Aim of the task: Please copy out all lines of the entries that contain the word "Löpitzer".

Collection entries:

------------------------

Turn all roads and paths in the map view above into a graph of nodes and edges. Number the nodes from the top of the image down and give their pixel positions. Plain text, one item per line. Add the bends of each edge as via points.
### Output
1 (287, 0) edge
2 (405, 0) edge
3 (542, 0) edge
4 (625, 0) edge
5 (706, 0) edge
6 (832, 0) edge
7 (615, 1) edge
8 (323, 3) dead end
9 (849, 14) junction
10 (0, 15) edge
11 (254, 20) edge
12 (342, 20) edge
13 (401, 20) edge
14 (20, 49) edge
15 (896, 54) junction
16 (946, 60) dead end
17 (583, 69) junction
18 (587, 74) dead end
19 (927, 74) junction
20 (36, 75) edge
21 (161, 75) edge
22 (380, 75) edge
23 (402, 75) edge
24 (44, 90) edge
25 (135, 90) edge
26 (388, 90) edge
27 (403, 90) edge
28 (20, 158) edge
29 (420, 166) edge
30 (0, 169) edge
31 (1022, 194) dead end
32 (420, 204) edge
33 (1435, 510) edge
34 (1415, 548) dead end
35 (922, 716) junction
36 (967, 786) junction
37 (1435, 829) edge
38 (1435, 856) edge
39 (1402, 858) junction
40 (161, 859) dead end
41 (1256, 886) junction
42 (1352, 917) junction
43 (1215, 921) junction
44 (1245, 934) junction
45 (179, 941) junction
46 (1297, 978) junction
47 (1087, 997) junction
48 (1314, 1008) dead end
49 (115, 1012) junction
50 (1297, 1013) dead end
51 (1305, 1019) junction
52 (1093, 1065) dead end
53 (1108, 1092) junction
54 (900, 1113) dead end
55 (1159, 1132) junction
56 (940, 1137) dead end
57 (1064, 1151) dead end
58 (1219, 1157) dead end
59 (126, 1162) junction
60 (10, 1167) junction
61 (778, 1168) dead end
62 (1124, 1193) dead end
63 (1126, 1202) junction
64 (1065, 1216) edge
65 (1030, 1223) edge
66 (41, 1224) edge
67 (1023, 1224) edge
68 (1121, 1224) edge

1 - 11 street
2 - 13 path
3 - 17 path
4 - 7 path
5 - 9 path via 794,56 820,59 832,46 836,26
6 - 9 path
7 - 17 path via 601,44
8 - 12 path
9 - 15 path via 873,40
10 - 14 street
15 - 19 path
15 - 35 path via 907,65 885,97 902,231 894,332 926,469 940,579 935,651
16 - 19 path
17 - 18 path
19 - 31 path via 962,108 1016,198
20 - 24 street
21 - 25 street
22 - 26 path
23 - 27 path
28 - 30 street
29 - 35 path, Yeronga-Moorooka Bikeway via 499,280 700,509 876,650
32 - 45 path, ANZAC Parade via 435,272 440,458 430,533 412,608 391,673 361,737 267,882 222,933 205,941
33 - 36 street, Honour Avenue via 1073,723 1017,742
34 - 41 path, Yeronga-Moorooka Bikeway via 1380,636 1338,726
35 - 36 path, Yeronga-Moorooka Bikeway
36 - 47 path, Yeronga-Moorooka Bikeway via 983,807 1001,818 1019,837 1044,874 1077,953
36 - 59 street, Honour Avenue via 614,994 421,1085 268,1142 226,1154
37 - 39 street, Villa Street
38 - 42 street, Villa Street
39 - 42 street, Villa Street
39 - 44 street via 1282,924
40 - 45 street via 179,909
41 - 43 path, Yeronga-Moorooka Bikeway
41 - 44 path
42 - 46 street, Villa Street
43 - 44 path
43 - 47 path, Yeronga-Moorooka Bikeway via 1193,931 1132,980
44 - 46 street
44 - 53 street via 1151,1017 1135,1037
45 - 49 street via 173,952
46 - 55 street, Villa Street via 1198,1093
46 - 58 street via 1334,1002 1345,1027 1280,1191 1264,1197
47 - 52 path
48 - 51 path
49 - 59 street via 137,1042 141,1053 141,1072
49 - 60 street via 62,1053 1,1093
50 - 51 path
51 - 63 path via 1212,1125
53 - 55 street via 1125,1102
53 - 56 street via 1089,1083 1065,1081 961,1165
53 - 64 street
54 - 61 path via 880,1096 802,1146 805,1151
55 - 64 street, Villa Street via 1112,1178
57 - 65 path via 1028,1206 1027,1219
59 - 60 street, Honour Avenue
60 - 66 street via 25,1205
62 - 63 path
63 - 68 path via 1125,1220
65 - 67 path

------------------------

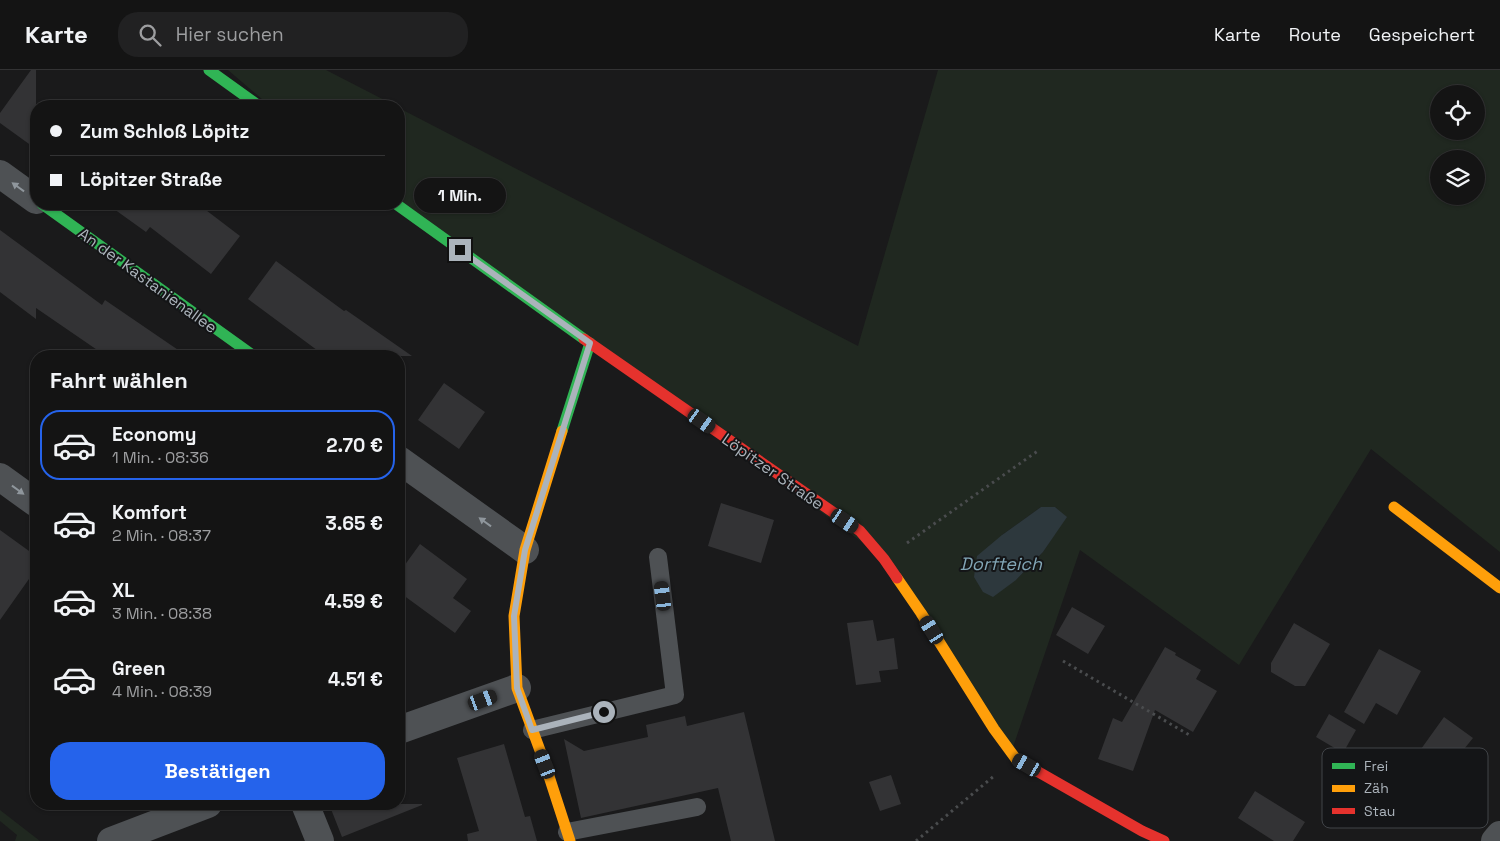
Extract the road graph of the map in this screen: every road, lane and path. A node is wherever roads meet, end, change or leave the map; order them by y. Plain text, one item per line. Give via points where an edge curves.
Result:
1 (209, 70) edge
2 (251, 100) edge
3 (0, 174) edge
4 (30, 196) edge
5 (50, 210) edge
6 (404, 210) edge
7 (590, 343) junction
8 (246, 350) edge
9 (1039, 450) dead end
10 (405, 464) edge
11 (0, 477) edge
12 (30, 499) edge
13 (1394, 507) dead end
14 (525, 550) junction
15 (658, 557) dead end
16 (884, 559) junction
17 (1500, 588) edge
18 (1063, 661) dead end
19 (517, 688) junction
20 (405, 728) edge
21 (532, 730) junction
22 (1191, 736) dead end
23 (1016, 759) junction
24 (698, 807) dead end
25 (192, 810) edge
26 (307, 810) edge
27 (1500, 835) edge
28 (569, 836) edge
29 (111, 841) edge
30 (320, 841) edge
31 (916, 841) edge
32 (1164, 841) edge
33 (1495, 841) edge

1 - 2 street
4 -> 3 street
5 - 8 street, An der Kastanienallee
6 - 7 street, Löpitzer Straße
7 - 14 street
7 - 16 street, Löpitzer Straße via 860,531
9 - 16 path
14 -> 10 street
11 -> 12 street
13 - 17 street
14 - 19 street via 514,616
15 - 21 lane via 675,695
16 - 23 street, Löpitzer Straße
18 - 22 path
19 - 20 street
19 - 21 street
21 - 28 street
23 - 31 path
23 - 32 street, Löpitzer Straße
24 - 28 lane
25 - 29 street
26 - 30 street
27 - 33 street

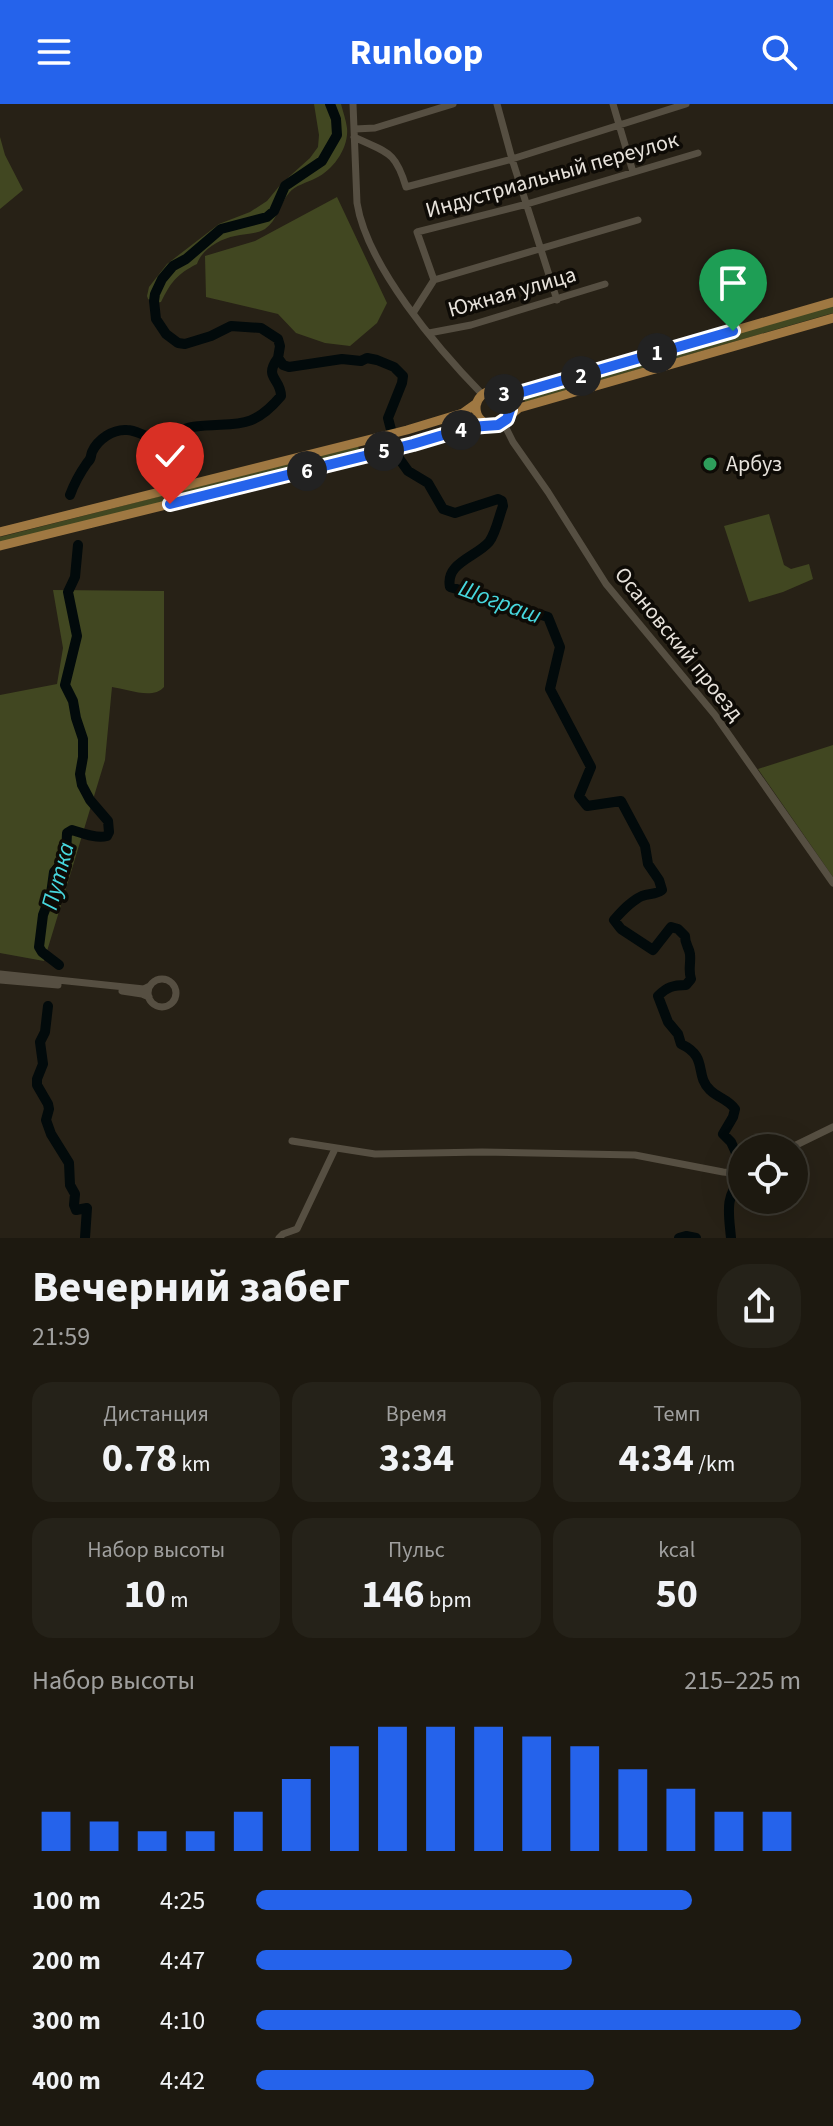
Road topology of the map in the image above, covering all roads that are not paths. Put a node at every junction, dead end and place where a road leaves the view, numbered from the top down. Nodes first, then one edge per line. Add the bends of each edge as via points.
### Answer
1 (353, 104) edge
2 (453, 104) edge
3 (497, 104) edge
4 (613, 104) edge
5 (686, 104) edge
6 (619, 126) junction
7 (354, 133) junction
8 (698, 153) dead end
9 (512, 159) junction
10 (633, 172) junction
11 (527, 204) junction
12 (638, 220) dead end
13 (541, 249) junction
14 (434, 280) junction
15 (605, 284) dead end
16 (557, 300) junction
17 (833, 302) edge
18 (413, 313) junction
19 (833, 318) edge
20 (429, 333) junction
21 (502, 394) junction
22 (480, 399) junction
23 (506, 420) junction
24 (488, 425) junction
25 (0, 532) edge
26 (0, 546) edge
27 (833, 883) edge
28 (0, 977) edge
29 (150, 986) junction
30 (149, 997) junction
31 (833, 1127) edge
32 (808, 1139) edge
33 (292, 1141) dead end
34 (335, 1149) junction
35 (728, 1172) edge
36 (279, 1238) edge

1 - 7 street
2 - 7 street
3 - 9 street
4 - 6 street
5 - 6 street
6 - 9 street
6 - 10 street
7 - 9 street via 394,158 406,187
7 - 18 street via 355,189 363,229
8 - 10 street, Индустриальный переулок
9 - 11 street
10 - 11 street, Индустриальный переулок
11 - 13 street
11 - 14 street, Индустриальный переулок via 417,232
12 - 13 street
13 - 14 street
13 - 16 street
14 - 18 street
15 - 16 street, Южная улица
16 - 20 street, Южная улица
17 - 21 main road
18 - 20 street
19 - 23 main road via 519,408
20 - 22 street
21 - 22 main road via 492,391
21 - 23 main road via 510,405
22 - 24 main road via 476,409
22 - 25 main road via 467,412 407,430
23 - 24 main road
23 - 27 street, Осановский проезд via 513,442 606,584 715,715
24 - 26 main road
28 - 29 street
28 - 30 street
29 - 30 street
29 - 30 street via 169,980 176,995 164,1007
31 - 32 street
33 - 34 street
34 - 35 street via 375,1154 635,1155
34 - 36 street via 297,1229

------------------------

Answer to this problem:
6 - 7 street, Löpitzer Straße
7 - 16 street, Löpitzer Straße via 860,531
16 - 23 street, Löpitzer Straße
23 - 32 street, Löpitzer Straße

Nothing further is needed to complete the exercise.